Extracted records:
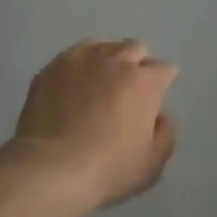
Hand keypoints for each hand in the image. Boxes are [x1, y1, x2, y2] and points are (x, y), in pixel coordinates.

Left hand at [11, 40, 178, 210]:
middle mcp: (116, 59)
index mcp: (144, 81)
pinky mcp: (54, 66)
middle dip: (136, 65)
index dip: (161, 84)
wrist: (51, 168)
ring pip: (103, 47)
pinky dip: (79, 67)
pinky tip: (72, 87)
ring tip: (97, 85)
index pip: (164, 70)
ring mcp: (82, 58)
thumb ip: (165, 132)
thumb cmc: (108, 168)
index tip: (154, 101)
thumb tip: (160, 115)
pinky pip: (74, 56)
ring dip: (107, 62)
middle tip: (127, 92)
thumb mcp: (152, 163)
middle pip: (135, 49)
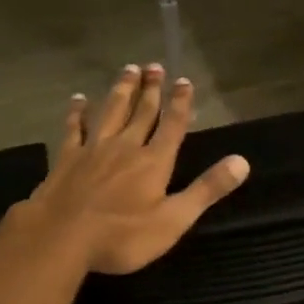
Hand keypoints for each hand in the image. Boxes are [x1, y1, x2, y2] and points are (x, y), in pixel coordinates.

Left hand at [22, 64, 249, 273]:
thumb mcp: (173, 220)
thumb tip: (242, 162)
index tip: (184, 80)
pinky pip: (74, 128)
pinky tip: (78, 99)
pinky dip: (77, 112)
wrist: (60, 237)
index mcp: (154, 161)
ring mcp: (93, 149)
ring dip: (121, 90)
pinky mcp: (67, 158)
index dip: (180, 103)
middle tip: (154, 65)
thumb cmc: (122, 236)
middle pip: (141, 112)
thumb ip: (207, 189)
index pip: (172, 125)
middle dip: (151, 89)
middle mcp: (126, 146)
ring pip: (111, 111)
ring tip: (128, 69)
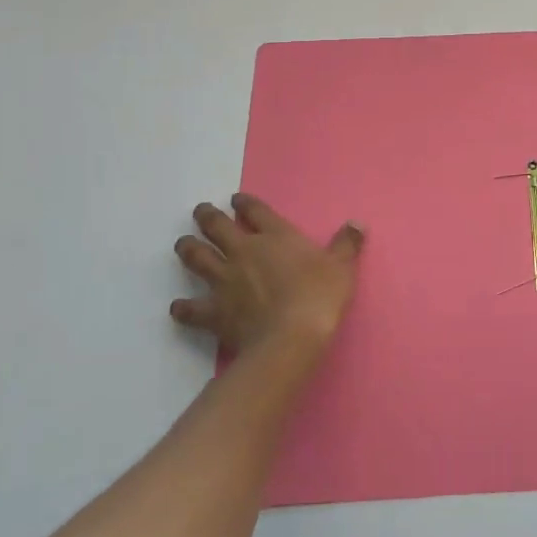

EXERCISE REQUIREMENTS:
When the word "thumb" occurs in a line above, list that line.

OUTPUT OF THE EXERCISE:
thumb ip: (165, 132)
thumb cmc: (108, 168)
thumb tip: (160, 115)
thumb mcp: (152, 163)
thumb mcp: (173, 220)
thumb tip: (242, 162)
thumb cmc: (122, 236)
thumb ip: (207, 189)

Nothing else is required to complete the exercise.